• [Task objective] Return every line of the entries that includes the word "than".
START Material provided
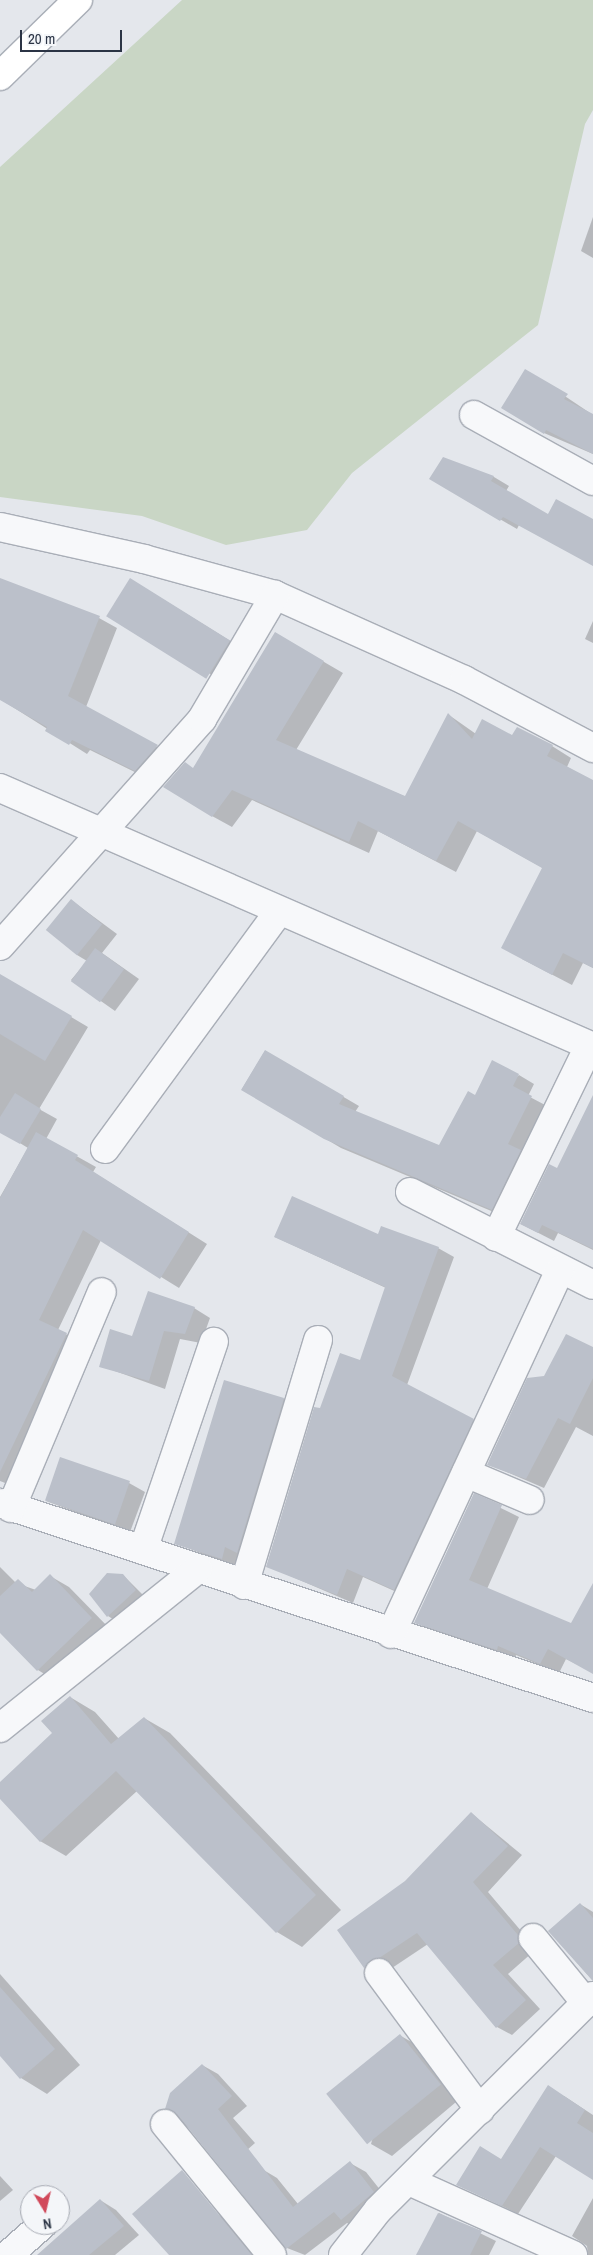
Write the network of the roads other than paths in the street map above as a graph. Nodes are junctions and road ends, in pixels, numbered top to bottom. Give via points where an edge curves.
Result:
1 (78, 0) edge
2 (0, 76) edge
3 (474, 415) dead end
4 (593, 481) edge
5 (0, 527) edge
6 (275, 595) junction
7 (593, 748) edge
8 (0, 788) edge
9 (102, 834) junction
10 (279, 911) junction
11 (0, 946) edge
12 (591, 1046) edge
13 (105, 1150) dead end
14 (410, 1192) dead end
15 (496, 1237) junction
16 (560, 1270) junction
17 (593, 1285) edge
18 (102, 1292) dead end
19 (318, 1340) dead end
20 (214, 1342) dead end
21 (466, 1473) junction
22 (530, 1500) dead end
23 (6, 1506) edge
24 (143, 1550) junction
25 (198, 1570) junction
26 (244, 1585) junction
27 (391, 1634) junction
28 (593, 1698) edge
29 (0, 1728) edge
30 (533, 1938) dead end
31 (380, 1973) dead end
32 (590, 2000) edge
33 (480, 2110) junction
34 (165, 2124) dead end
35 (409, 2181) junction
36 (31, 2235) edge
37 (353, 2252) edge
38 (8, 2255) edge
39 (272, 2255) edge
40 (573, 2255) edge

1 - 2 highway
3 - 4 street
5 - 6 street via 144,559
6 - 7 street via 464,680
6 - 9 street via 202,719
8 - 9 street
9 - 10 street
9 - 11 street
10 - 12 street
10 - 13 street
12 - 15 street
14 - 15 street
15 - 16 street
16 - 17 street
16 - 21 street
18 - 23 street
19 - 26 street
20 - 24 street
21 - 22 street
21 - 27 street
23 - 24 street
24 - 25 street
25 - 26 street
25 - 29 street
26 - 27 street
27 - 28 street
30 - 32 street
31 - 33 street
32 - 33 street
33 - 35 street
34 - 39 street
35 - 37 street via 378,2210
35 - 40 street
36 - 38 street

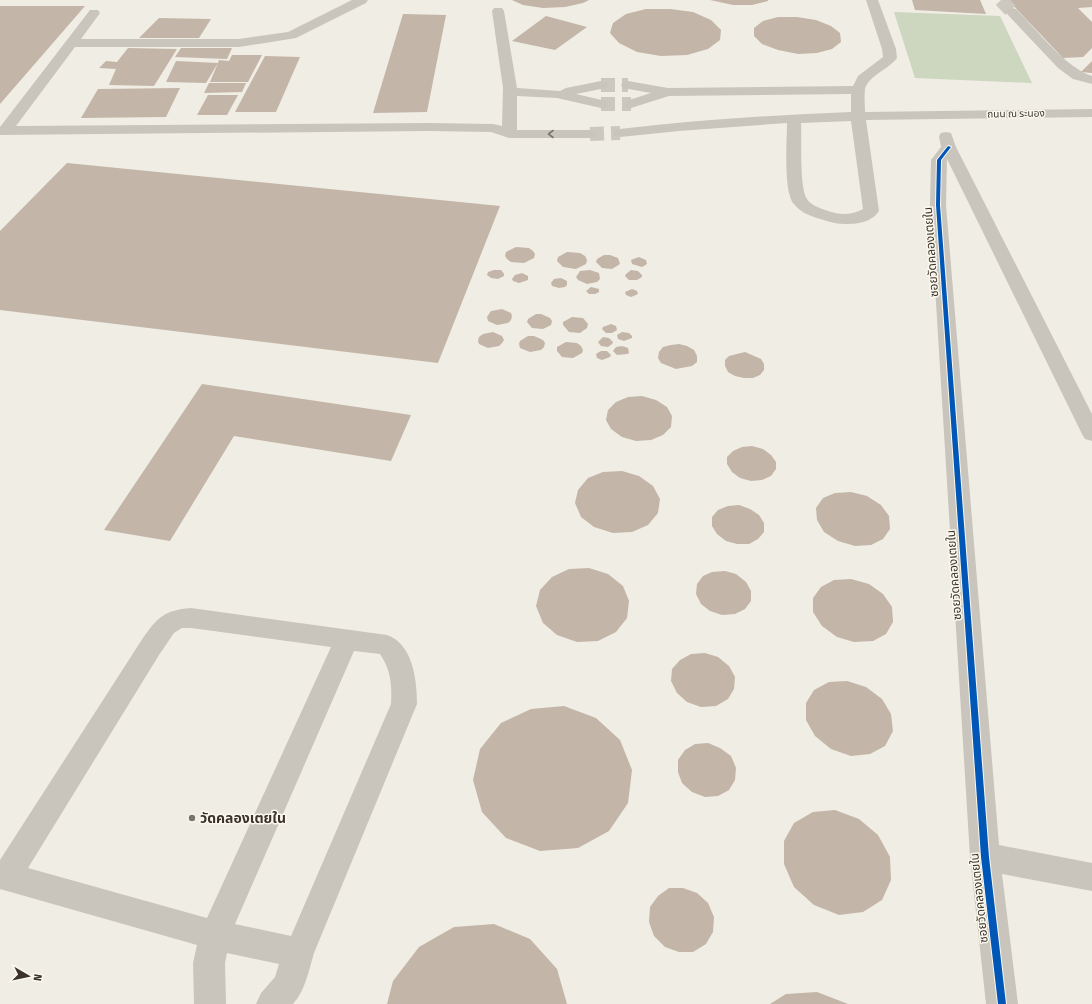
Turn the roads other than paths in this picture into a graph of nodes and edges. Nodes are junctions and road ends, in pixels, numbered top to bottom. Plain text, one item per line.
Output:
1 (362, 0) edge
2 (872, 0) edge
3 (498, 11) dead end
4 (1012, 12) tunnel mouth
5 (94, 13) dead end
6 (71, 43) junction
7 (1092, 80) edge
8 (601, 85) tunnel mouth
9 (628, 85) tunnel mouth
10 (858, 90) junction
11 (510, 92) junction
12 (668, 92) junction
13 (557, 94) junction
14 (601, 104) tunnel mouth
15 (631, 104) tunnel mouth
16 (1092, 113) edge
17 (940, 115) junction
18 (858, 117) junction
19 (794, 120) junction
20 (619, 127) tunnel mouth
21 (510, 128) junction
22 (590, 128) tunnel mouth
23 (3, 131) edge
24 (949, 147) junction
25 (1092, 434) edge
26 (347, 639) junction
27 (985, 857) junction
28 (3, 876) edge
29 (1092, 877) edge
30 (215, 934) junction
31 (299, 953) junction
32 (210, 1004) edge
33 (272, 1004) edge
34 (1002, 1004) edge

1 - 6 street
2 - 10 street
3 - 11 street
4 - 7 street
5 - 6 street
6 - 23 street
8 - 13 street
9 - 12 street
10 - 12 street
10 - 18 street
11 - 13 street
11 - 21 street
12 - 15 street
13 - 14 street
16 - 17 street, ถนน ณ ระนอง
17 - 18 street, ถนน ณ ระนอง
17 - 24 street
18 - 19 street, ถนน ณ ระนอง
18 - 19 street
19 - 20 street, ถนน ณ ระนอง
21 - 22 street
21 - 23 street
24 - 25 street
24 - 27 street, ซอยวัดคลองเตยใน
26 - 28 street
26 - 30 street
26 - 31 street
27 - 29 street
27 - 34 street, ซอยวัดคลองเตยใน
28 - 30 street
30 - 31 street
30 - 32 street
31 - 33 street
END Material provided
• [Task result]
Write the network of the roads other than paths in the street map above as a graph. Nodes are junctions and road ends, in pixels, numbered top to bottom. Give via points where an edge curves.
Turn the roads other than paths in this picture into a graph of nodes and edges. Nodes are junctions and road ends, in pixels, numbered top to bottom. Plain text, one item per line.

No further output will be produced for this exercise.